If your facility is unstaffed and records are limited, per capita waste disposal may be used. This method is only suitable for facilities receiving no more than 1000 tonnes of waste per year from small, isolated communities.
This method estimates the tonnage received, or expected to be received, in a facility by estimating the population of the facility catchment (ie, the number of people for whom this facility is the most convenient means of disposing of waste, who would use it regularly to dispose of most of their waste), and multiplying that population by standard per capita waste generation figures.
You do this by marking out the catchment on a map (using local knowledge about the waste disposal behaviour of residents and the proximity of other disposal facilities) and using Statistics NZ census data to determine the population of the catchment.
Census data are available at various scales, with ‘meshblocks’ being the smallest unit for which data are recorded. In rural areas, the ‘census area unit’ contains a few hundred individuals. Statistics NZ publishes maps of the boundaries of the census area units, and these can be cross-referenced to the waste catchment to estimate the population of the catchment.
Statistics New Zealand: www.stats.govt.nz
Phone: 0508 525 525 (toll free in New Zealand)
Hours: 8.00 am to 5.00 pm, Monday to Friday (excluding public holidays)
The quantity of waste disposed of per person will depend on whether or not your facility is used for wastes other than those generated by residential and agricultural activity. As part of the assessment process, you therefore need to determine if the disposal facility is used:
only by local rural residents
by residents of small rural centres
for cleanfill disposal
for disposing of construction and demolition material
for disposing of commercial/industrial waste.
If your facility is in a remote rural location, it is unlikely to be used regularly for any waste other than residents’ domestic waste. In this case, we recommend that a waste disposal rate of 0.260 tonnes per person per year is used.

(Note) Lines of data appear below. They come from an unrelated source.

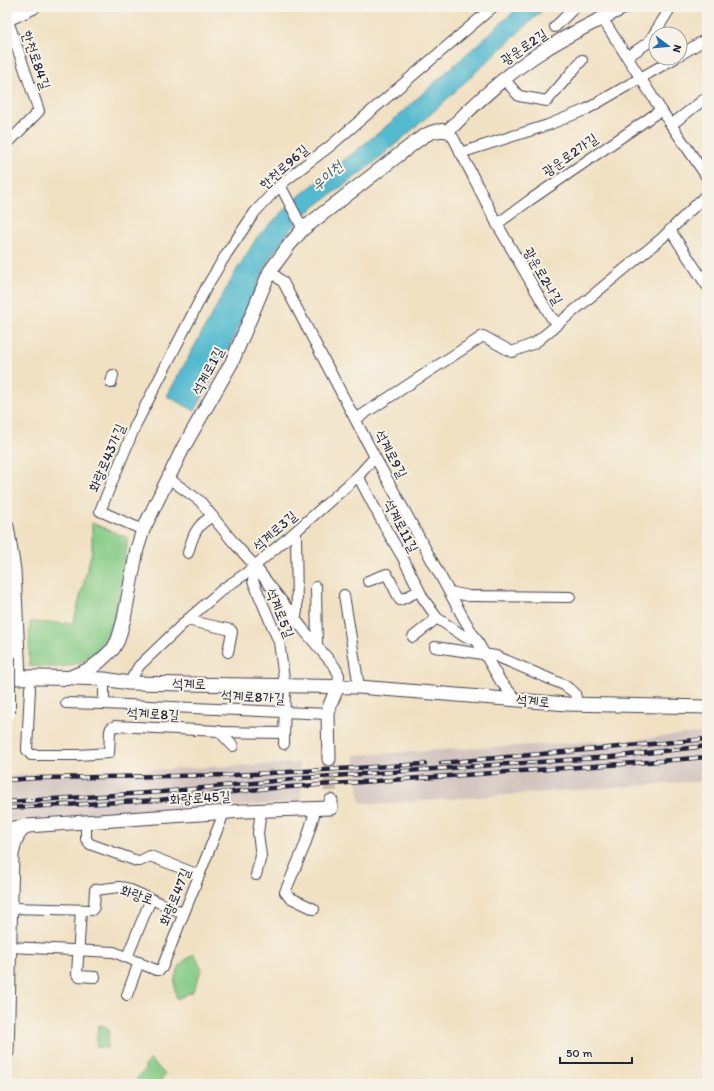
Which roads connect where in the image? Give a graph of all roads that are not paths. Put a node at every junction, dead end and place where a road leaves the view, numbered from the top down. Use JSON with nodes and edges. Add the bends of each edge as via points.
{"nodes":[{"id":1,"x":33,"y":7,"type":"edge"},
{"id":2,"x":493,"y":7,"type":"edge"},
{"id":3,"x":575,"y":7,"type":"edge"},
{"id":4,"x":624,"y":7,"type":"edge"},
{"id":5,"x":671,"y":7,"type":"edge"},
{"id":6,"x":7,"y":18,"type":"edge"},
{"id":7,"x":602,"y":18,"type":"junction"},
{"id":8,"x":555,"y":26,"type":"dead end"},
{"id":9,"x":707,"y":41,"type":"edge"},
{"id":10,"x":688,"y":50,"type":"edge"},
{"id":11,"x":627,"y":57,"type":"junction"},
{"id":12,"x":582,"y":60,"type":"dead end"},
{"id":13,"x":662,"y":66,"type":"edge"},
{"id":14,"x":504,"y":79,"type":"junction"},
{"id":15,"x":641,"y":79,"type":"junction"},
{"id":16,"x":707,"y":97,"type":"edge"},
{"id":17,"x":661,"y":110,"type":"junction"},
{"id":18,"x":671,"y":125,"type":"junction"},
{"id":19,"x":448,"y":131,"type":"junction"},
{"id":20,"x":7,"y":144,"type":"edge"},
{"id":21,"x":460,"y":154,"type":"junction"},
{"id":22,"x":707,"y":177,"type":"edge"},
{"id":23,"x":281,"y":187,"type":"junction"},
{"id":24,"x":707,"y":194,"type":"edge"},
{"id":25,"x":497,"y":224,"type":"junction"},
{"id":26,"x":301,"y":225,"type":"junction"},
{"id":27,"x":670,"y":230,"type":"junction"},
{"id":28,"x":270,"y":271,"type":"junction"},
{"id":29,"x":707,"y":286,"type":"edge"},
{"id":30,"x":558,"y":323,"type":"junction"},
{"id":31,"x":151,"y":395,"type":"joint"},
{"id":32,"x":356,"y":419,"type":"junction"},
{"id":33,"x":375,"y":457,"type":"junction"},
{"id":34,"x":358,"y":476,"type":"junction"},
{"id":35,"x":168,"y":478,"type":"junction"},
{"id":36,"x":213,"y":517,"type":"junction"},
{"id":37,"x":7,"y":526,"type":"edge"},
{"id":38,"x":143,"y":530,"type":"junction"},
{"id":39,"x":296,"y":531,"type":"junction"},
{"id":40,"x":188,"y":553,"type":"dead end"},
{"id":41,"x":255,"y":566,"type":"junction"},
{"id":42,"x":11,"y":574,"type":"edge"},
{"id":43,"x":368,"y":581,"type":"dead end"},
{"id":44,"x":316,"y":587,"type":"dead end"},
{"id":45,"x":419,"y":591,"type":"junction"},
{"id":46,"x":450,"y":592,"type":"junction"},
{"id":47,"x":344,"y":595,"type":"dead end"},
{"id":48,"x":570,"y":597,"type":"dead end"},
{"id":49,"x":437,"y":618,"type":"junction"},
{"id":50,"x":295,"y":619,"type":"junction"},
{"id":51,"x":187,"y":620,"type":"junction"},
{"id":52,"x":413,"y":637,"type":"dead end"},
{"id":53,"x":476,"y":640,"type":"junction"},
{"id":54,"x":316,"y":645,"type":"junction"},
{"id":55,"x":435,"y":647,"type":"dead end"},
{"id":56,"x":228,"y":652,"type":"dead end"},
{"id":57,"x":484,"y":654,"type":"junction"},
{"id":58,"x":7,"y":657,"type":"edge"},
{"id":59,"x":13,"y":677,"type":"edge"},
{"id":60,"x":68,"y":678,"type":"junction"},
{"id":61,"x":104,"y":679,"type":"junction"},
{"id":62,"x":129,"y":683,"type":"junction"},
{"id":63,"x":285,"y":686,"type":"junction"},
{"id":64,"x":338,"y":686,"type":"junction"},
{"id":65,"x":359,"y":687,"type":"junction"},
{"id":66,"x":30,"y":688,"type":"dead end"},
{"id":67,"x":516,"y":699,"type":"junction"},
{"id":68,"x":66,"y":703,"type":"dead end"},
{"id":69,"x":104,"y":704,"type":"junction"},
{"id":70,"x":577,"y":704,"type":"junction"},
{"id":71,"x":707,"y":707,"type":"edge"},
{"id":72,"x":285,"y":712,"type":"junction"},
{"id":73,"x":7,"y":713,"type":"edge"},
{"id":74,"x":328,"y":714,"type":"junction"},
{"id":75,"x":219,"y":732,"type":"junction"},
{"id":76,"x":284,"y":739,"type":"joint"},
{"id":77,"x":233,"y":746,"type":"dead end"},
{"id":78,"x":329,"y":759,"type":"tunnel mouth"},
{"id":79,"x":334,"y":806,"type":"dead end"},
{"id":80,"x":316,"y":808,"type":"junction"},
{"id":81,"x":261,"y":811,"type":"junction"},
{"id":82,"x":224,"y":813,"type":"junction"},
{"id":83,"x":86,"y":822,"type":"junction"},
{"id":84,"x":27,"y":826,"type":"junction"},
{"id":85,"x":7,"y":829,"type":"edge"},
{"id":86,"x":199,"y":875,"type":"junction"},
{"id":87,"x":256,"y":875,"type":"dead end"},
{"id":88,"x":151,"y":899,"type":"junction"},
{"id":89,"x":314,"y":909,"type":"dead end"},
{"id":90,"x":81,"y":910,"type":"junction"},
{"id":91,"x":184,"y":913,"type":"junction"},
{"id":92,"x":9,"y":916,"type":"edge"},
{"id":93,"x":9,"y":945,"type":"edge"},
{"id":94,"x":79,"y":949,"type":"junction"},
{"id":95,"x":127,"y":957,"type":"junction"},
{"id":96,"x":139,"y":962,"type":"junction"},
{"id":97,"x":95,"y":977,"type":"dead end"},
{"id":98,"x":127,"y":995,"type":"dead end"},
{"id":99,"x":7,"y":1052,"type":"edge"}],
"edges":[{"from":1,"to":6,"type":"main road"},
{"from":2,"to":23,"type":"street","name":"한천로96길"},
{"from":3,"to":8,"type":"street"},
{"from":4,"to":7,"type":"street","name":"광운로2길"},
{"from":5,"to":11,"type":"street","via":[[649,42]]},
{"from":6,"to":20,"type":"street","name":"한천로84길","via":[[39,111]]},
{"from":7,"to":11,"type":"street"},
{"from":7,"to":14,"type":"street","name":"광운로2길","via":[[541,52]]},
{"from":9,"to":10,"type":"street","via":[[706,39]]},
{"from":11,"to":15,"type":"street"},
{"from":12,"to":14,"type":"street","name":"광운로2길","via":[[547,101],[519,96]]},
{"from":13,"to":15,"type":"street"},
{"from":14,"to":19,"type":"street","name":"광운로2길"},
{"from":15,"to":17,"type":"street"},
{"from":15,"to":21,"type":"street","via":[[587,109],[548,125]]},
{"from":16,"to":18,"type":"street"},
{"from":17,"to":18,"type":"street"},
{"from":17,"to":25,"type":"street","name":"광운로2가길"},
{"from":18,"to":22,"type":"street"},
{"from":19,"to":21,"type":"street","name":"광운로2나길"},
{"from":19,"to":26,"type":"street","name":"석계로1길","via":[[433,131],[418,140]]},
{"from":21,"to":25,"type":"street","name":"광운로2나길"},
{"from":23,"to":26,"type":"street"},
{"from":23,"to":31,"type":"street","name":"한천로96길","via":[[255,212],[224,251]]},
{"from":24,"to":27,"type":"street","name":"광운로2나길"},
{"from":25,"to":30,"type":"street","name":"광운로2나길","via":[[551,317]]},
{"from":26,"to":28,"type":"street","name":"석계로1길"},
{"from":27,"to":29,"type":"street"},
{"from":27,"to":30,"type":"street","name":"광운로2나길"},
{"from":28,"to":32,"type":"street","name":"석계로9길","via":[[284,282]]},
{"from":28,"to":35,"type":"street","name":"석계로1길","via":[[232,362]]},
{"from":30,"to":32,"type":"street","via":[[535,343],[512,352],[483,336]]},
{"from":31,"to":38,"type":"street","name":"화랑로43가길","via":[[136,424],[100,511]]},
{"from":32,"to":33,"type":"street","name":"석계로9길"},
{"from":33,"to":34,"type":"street","name":"석계로3길"},
{"from":33,"to":46,"type":"street","name":"석계로9길"},
{"from":34,"to":39,"type":"street","name":"석계로3길"},
{"from":34,"to":45,"type":"street","name":"석계로11길"},
{"from":35,"to":36,"type":"street","via":[[200,501]]},
{"from":35,"to":38,"type":"street","name":"석계로1길"},
{"from":36,"to":40,"type":"street","via":[[206,519],[193,534]]},
{"from":36,"to":41,"type":"street"},
{"from":37,"to":42,"type":"street"},
{"from":38,"to":60,"type":"street","name":"석계로1길","via":[[118,640],[113,649],[90,669]]},
{"from":39,"to":41,"type":"street","name":"석계로3길"},
{"from":39,"to":50,"type":"street"},
{"from":41,"to":50,"type":"street"},
{"from":41,"to":51,"type":"street","name":"석계로3길"},
{"from":41,"to":63,"type":"street","name":"석계로5길","via":[[253,581],[279,642]]},
{"from":42,"to":59,"type":"street"},
{"from":43,"to":45,"type":"street","via":[[387,574],[400,600]]},
{"from":44,"to":54,"type":"street"},
{"from":45,"to":49,"type":"street","name":"석계로11길"},
{"from":46,"to":48,"type":"street","via":[[469,596]]},
{"from":46,"to":53,"type":"street","name":"석계로9길"},
{"from":47,"to":65,"type":"street"},
{"from":49,"to":52,"type":"street"},
{"from":49,"to":53,"type":"street","name":"석계로11길","via":[[465,637]]},
{"from":50,"to":54,"type":"street"},
{"from":51,"to":56,"type":"street","via":[[231,630]]},
{"from":51,"to":62,"type":"street","name":"석계로3길","via":[[138,666]]},
{"from":53,"to":57,"type":"street","name":"석계로9길"},
{"from":54,"to":64,"type":"street","via":[[335,667],[339,675]]},
{"from":55,"to":57,"type":"street"},
{"from":57,"to":67,"type":"street","name":"석계로9길","via":[[501,682]]},
{"from":57,"to":70,"type":"street","via":[[496,656],[564,685],[575,693]]},
{"from":58,"to":73,"type":"main road","bridge":true},
{"from":59,"to":60,"type":"main road","name":"석계로"},
{"from":60,"to":61,"type":"street","name":"석계로"},
{"from":61,"to":62,"type":"street","name":"석계로"},
{"from":61,"to":69,"type":"street"},
{"from":62,"to":63,"type":"street","name":"석계로"},
{"from":63,"to":64,"type":"street","name":"석계로"},
{"from":63,"to":72,"type":"street","name":"석계로5길"},
{"from":64,"to":65,"type":"street","name":"석계로"},
{"from":64,"to":74,"type":"street"},
{"from":65,"to":67,"type":"street","name":"석계로"},
{"from":66,"to":75,"type":"street","name":"석계로8길","via":[[27,750],[29,754],[109,753],[110,731],[115,726]]},
{"from":67,"to":70,"type":"street","name":"석계로"},
{"from":68,"to":69,"type":"street","name":"석계로8가길"},
{"from":69,"to":72,"type":"street","name":"석계로8가길"},
{"from":70,"to":71,"type":"street","name":"석계로"},
{"from":72,"to":74,"type":"street","name":"석계로8가길"},
{"from":72,"to":76,"type":"street","name":"석계로5길"},
{"from":74,"to":78,"type":"street"},
{"from":75,"to":76,"type":"street","name":"석계로8길"},
{"from":75,"to":77,"type":"street"},
{"from":79,"to":80,"type":"street","name":"화랑로45길"},
{"from":80,"to":81,"type":"street","name":"화랑로45길"},
{"from":80,"to":89,"type":"street","via":[[305,845],[285,892],[289,897]]},
{"from":81,"to":82,"type":"street","name":"화랑로45길"},
{"from":81,"to":87,"type":"street","via":[[258,833],[261,856]]},
{"from":82,"to":83,"type":"street","name":"화랑로45길"},
{"from":82,"to":86,"type":"street","name":"화랑로47길"},
{"from":83,"to":84,"type":"street","name":"화랑로45길"},
{"from":83,"to":86,"type":"street","via":[[86,839],[90,844],[140,861],[148,856],[152,857]]},
{"from":84,"to":85,"type":"street","name":"화랑로45길"},
{"from":84,"to":92,"type":"street","via":[[18,833],[14,843]]},
{"from":86,"to":91,"type":"street","name":"화랑로47길"},
{"from":88,"to":90,"type":"street","name":"화랑로","via":[[122,887],[98,889],[94,892],[93,910]]},
{"from":88,"to":91,"type":"street","name":"화랑로"},
{"from":88,"to":95,"type":"street","name":"화랑로47길"},
{"from":90,"to":92,"type":"street"},
{"from":90,"to":94,"type":"street"},
{"from":91,"to":96,"type":"street","name":"화랑로47길","via":[[162,968],[156,970]]},
{"from":92,"to":93,"type":"street"},
{"from":93,"to":94,"type":"street","name":"화랑로47길"},
{"from":93,"to":99,"type":"street"},
{"from":94,"to":95,"type":"street","name":"화랑로47길","via":[[114,952]]},
{"from":94,"to":97,"type":"street","via":[[78,975]]},
{"from":95,"to":96,"type":"street","name":"화랑로47길"},
{"from":96,"to":98,"type":"street"}]}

If your facility receives wastes from both residential and farming activity, as well as the small-scale commercial and industrial activity typical of small population centres, we recommend that a figure of 0.500 tonnes per person per year is used.
If your facility receives wastes from special wastes, cleanfill, or medium- to large-scale industrial wastes, we recommend that you use a figure of 0.750 tonnes per person per year should be used for calculating its expected net tonnage.

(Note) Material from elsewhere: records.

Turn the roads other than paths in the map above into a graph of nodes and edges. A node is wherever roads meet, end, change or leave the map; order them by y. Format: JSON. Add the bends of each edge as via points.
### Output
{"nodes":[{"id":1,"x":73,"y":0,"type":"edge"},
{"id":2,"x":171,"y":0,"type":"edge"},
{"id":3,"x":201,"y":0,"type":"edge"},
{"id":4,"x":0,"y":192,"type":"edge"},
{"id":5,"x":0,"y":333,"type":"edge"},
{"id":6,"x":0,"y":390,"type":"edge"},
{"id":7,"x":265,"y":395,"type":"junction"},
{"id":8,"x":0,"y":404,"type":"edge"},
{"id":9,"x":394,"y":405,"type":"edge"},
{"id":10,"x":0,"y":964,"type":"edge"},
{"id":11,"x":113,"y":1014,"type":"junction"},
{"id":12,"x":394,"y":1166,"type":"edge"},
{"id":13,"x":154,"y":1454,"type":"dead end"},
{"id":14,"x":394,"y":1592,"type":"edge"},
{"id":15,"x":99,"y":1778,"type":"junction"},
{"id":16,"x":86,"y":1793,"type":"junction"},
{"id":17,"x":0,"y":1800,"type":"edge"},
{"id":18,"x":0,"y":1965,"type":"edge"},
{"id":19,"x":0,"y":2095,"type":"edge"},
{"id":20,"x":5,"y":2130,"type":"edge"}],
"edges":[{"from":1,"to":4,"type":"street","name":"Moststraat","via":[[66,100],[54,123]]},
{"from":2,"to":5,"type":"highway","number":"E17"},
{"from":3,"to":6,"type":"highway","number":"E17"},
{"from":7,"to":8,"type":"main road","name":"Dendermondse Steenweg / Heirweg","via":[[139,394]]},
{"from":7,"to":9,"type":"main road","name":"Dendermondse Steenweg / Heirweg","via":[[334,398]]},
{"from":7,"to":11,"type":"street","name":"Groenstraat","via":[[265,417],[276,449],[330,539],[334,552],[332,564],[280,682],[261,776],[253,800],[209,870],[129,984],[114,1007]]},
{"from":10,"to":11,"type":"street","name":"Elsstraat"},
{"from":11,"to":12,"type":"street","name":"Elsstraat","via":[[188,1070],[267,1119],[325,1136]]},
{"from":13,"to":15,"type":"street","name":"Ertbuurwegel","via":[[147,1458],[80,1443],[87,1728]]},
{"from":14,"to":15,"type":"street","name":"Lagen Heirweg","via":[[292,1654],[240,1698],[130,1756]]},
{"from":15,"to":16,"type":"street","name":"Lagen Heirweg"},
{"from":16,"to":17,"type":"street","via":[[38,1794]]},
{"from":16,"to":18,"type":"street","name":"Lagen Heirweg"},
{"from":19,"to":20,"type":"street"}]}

An isolated rural disposal facility only receives domestic waste from rural residents. At a waste disposal rate of 0.260 tonnes per person per year, the expected net tonnage would be calculated by multiplying the assessed population by 0.260 (tonnes per person).

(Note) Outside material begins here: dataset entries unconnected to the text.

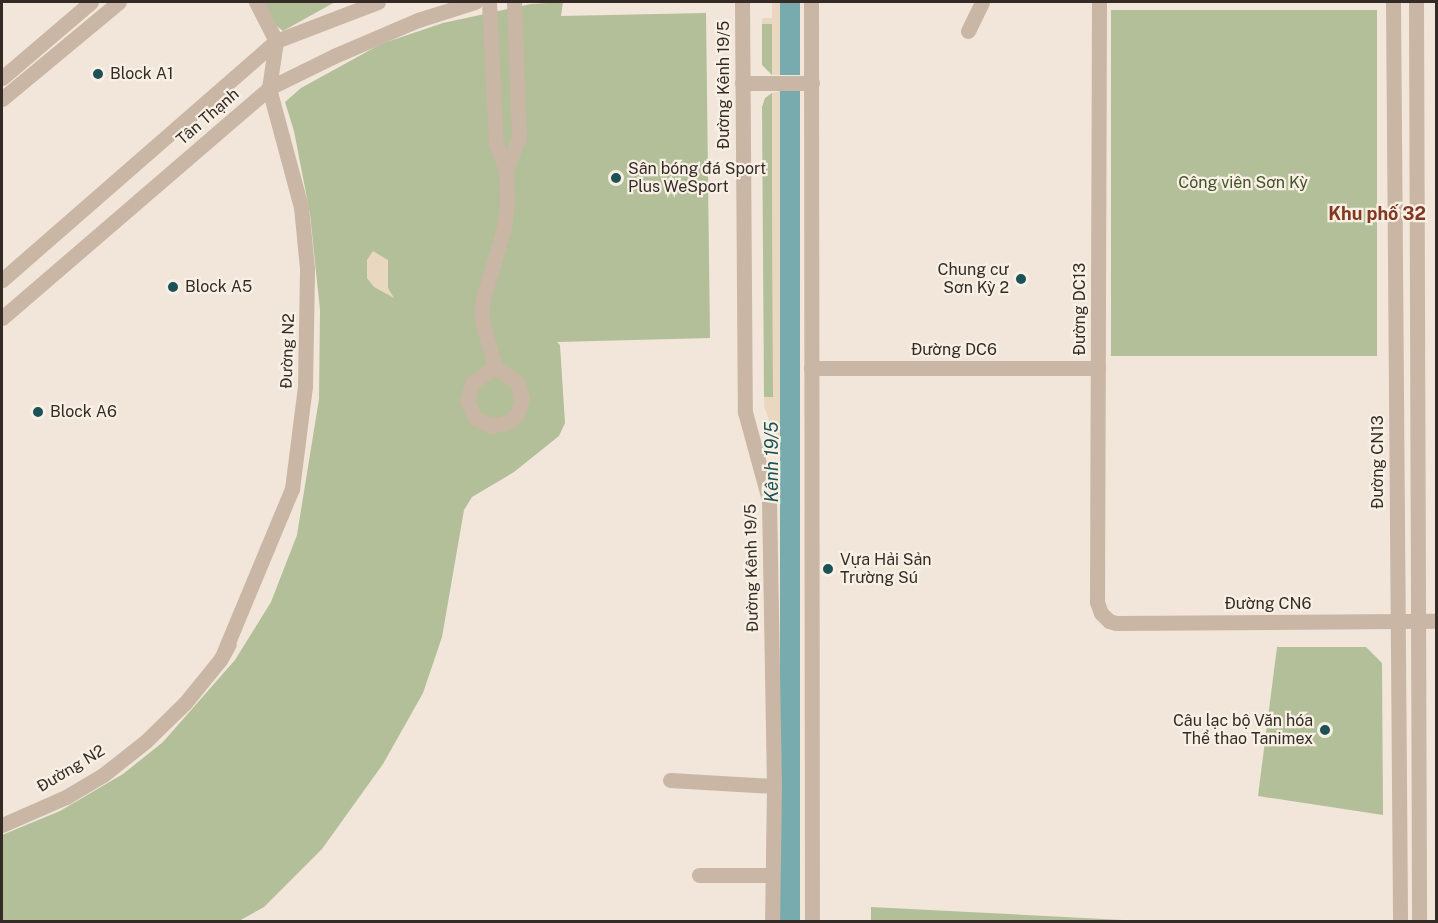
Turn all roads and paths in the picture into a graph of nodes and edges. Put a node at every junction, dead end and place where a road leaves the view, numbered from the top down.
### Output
1 (91, 2) edge
2 (119, 2) edge
3 (256, 2) edge
4 (378, 2) edge
5 (475, 2) edge
6 (489, 2) edge
7 (514, 2) edge
8 (742, 2) edge
9 (811, 2) edge
10 (982, 2) edge
11 (1099, 2) edge
12 (1393, 2) edge
13 (1416, 2) edge
14 (429, 8) edge
15 (968, 31) dead end
16 (276, 41) junction
17 (2, 78) edge
18 (742, 83) junction
19 (806, 83) junction
20 (269, 88) junction
21 (2, 99) edge
22 (506, 170) junction
23 (2, 280) edge
24 (2, 318) edge
25 (495, 367) dead end
26 (811, 368) junction
27 (1098, 368) junction
28 (1102, 616) joint
29 (1398, 621) junction
30 (1418, 621) junction
31 (1437, 621) edge
32 (670, 780) dead end
33 (774, 786) junction
34 (2, 825) edge
35 (699, 875) dead end
36 (772, 875) junction
37 (772, 921) edge
38 (812, 921) edge
39 (1400, 921) edge
40 (1419, 921) edge

1 - 17 street
2 - 21 street
3 - 16 street
4 - 16 street, Tân Thạnh
5 - 14 street, Tân Thạnh
6 - 22 street
7 - 22 street
8 - 18 street, Đường Kênh 19/5
9 - 19 street
10 - 15 street
11 - 27 street, Đường DC13
12 - 29 street, Đường CN13
13 - 30 street
14 - 20 street, Tân Thạnh
16 - 20 street, Đường N2
16 - 23 street, Tân Thạnh
18 - 19 street
18 - 33 street, Đường Kênh 19/5
19 - 26 street
20 - 24 street, Tân Thạnh
20 - 34 street, Đường N2
22 - 25 street
26 - 27 street, Đường DC6
26 - 38 street
27 - 28 street, Đường DC13
28 - 29 street, Đường CN6
29 - 30 street, Đường CN6
29 - 39 street, Đường CN13
30 - 31 street, Đường CN6
30 - 40 street
32 - 33 street
33 - 36 street, Đường Kênh 19/5
35 - 36 street
36 - 37 street, Đường Kênh 19/5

A smaller disposal facility close to a small rural centre receives only waste from rural residents and the rural centre. At a waste disposal rate of 0.500 tonnes per person per year, the expected net tonnage would be calculated by multiplying the assessed population by 0.500 (tonnes per person).
A smaller disposal facility close to a small provincial centre serves local residents, and also receives waste from a saw mill and a freezing works. At a waste disposal rate of 0.750 tonnes per person per year, the expected net tonnage would be calculated by multiplying the assessed population by 0.750 (tonnes per person).
1 A compliant measuring instrument is one that complies with the Weights and Measures Act 1987.